İki inatçı keçi, İzmir'in şahane sahil şeridi boyunca hiç konuşmaya tenezzül etmeden akan trafikte yol aldılar. Arabanın radyosundan gelen hafif müzik dışında hiçbir şey duyulmuyordu. Birbirlerinin sabrını sınıyorlardı adeta. İlk konuşan kaybeden olacaktı.
Yirmi dakika sonra Menekşe Apartmanı'nın önündeydiler. Mehmet otoparka girdi. Bu gece evinde kalacaktı. Tabii şu cadıya haddini bildirdikten sonra. Aynı sessiz tavırlarla emniyet kemerlerini kilitlerinden ayırıp, aynı anda arabadan aşağı indiler.
Ayda, Mehmet'in bu gece kendi evinde kalacağını anlamıştı. Hızlı adımlarla, araçtan indiği gibi genç adama arkasını dönerek, ana girişe yöneldi. Hız konusunda ondan aşağı kalmayan Mehmet anında yanına gelmişti. Sertçe kapıyı açtı genç kıza. 'Bayanlar önden' hareketi yaparak önce Ayda'nın içeri girmesini sağladı. Teşekkür beklemiyordu. Ayda da zaten etmemişti. Anlaşılan etmeyecekti de.
Mehmet kendi kızdığı konuları biliyordu da bu cadı neden surat asıyordu, bir türlü anlamamıştı. Hiç de öyle suçluluk hisseder gibi durmuyor, Mehmet'e bakmamaya özen göstererek yoluna devam ediyordu. Aklı karıştı Mehmet'in. Bu cadıyı zıvanadan çıkaracak ne yapmış olabilirdi ki? Üstelik onun yaptıklarının yanında muhtemelen kendi yaptıkları devede kulak kalacaktı. Sakince asansöre bindiler.
Ona çaktırmadan yüzünü inceledi çabucak, Ayda üzgün müydü? Sanki yüzünde saklamaya çalıştığı bir hüzün yakalamıştı Mehmet. Ayda ısrarla Mehmet'e bakmıyor, Mehmet ise daha büyük bir ısrarla Ayda'nın bakışlarını yakalamaya çalışıyordu. Ne olmuştu bu kıza şimdi?
Yedinci kata, Ayda'nın evine geldiler. Asansörden inerek daireye yönelen Ayda, onun kendisine kızgın olduğu için hemen gideceğini düşünmüştü ama genç adam onu takip edince hiçbir şey söyleyemedi. Boğazına bir hıçkırık düğümlenmişti sanki. Ağlamak istiyordu. Nedenini bilmeden, bağırarak, doya doya ağlamak...
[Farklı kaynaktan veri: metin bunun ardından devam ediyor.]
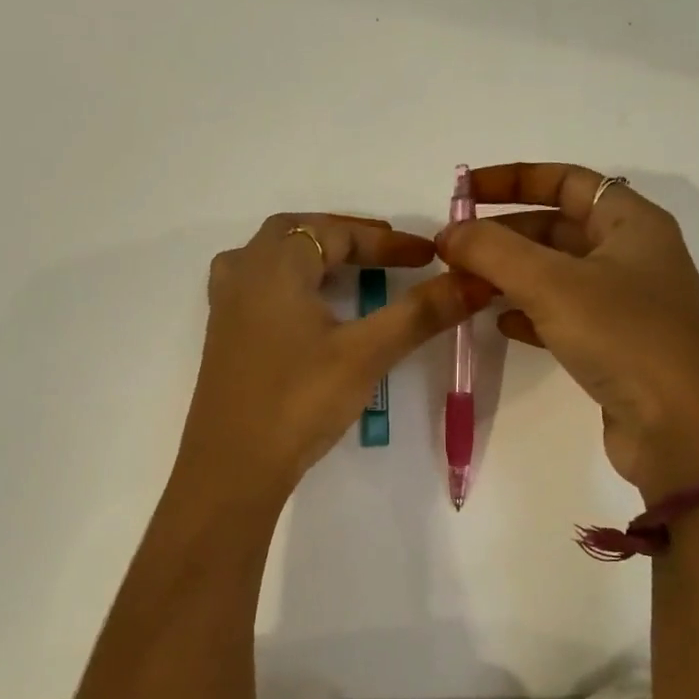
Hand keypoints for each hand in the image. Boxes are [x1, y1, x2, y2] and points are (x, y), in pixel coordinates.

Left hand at [176, 213, 494, 499]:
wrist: (232, 466)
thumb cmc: (299, 401)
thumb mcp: (366, 354)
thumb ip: (419, 313)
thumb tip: (474, 281)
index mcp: (273, 265)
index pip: (336, 234)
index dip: (386, 242)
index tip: (428, 256)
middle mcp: (243, 272)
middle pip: (297, 233)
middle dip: (346, 237)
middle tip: (387, 252)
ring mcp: (226, 304)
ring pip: (272, 257)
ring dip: (313, 255)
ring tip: (350, 269)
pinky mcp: (223, 334)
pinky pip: (259, 285)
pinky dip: (292, 280)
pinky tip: (309, 307)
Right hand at [436, 163, 698, 501]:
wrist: (682, 430)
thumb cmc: (624, 336)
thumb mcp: (552, 284)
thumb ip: (493, 251)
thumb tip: (449, 232)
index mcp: (631, 223)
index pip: (566, 180)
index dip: (513, 179)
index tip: (463, 191)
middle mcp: (632, 255)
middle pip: (556, 227)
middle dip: (503, 234)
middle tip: (454, 250)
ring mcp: (625, 302)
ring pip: (555, 273)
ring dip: (509, 274)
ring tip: (465, 285)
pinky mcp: (615, 344)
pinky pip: (562, 314)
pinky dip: (528, 312)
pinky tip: (500, 323)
Titreyen elleri ile kapının kilidini açtı. İçeri girdiğinde genç adamın da arkasından geldiğini duyumsamıştı. Salonun tüm ışıklarını yaktı düğmeye dokunarak. Anahtarı vestiyere fırlatıp ayakkabılarını çıkardı ayağından. Yalınayak içeriye doğru yürüdü. Salondaki koltuğun üzerine çantasını ve ceketini attı. Arkası halen genç adama dönüktü. Ona bakarsa salya sümük ağlayacağından korkuyordu. Ne olur evine gitseydi? Ne olur hayatına girmeseydi? Ama artık çok geçti değil mi? Çok geç...
ŞİMDİ OKUDUĞUN
AYCADISI
RomanceAycadısı...Masumiyetin Altın Çağı'dır... Karşılaşmadır... Çünkü;kendi kendileriyle savaşan ve aşkı inkar eden,hayatta bambaşka yerlerde olmayı hedefleyen iki zeki, çekici,başarılı ve sosyal insanın aynı apartmanda altlı üstlü komşu olmasıyla baş...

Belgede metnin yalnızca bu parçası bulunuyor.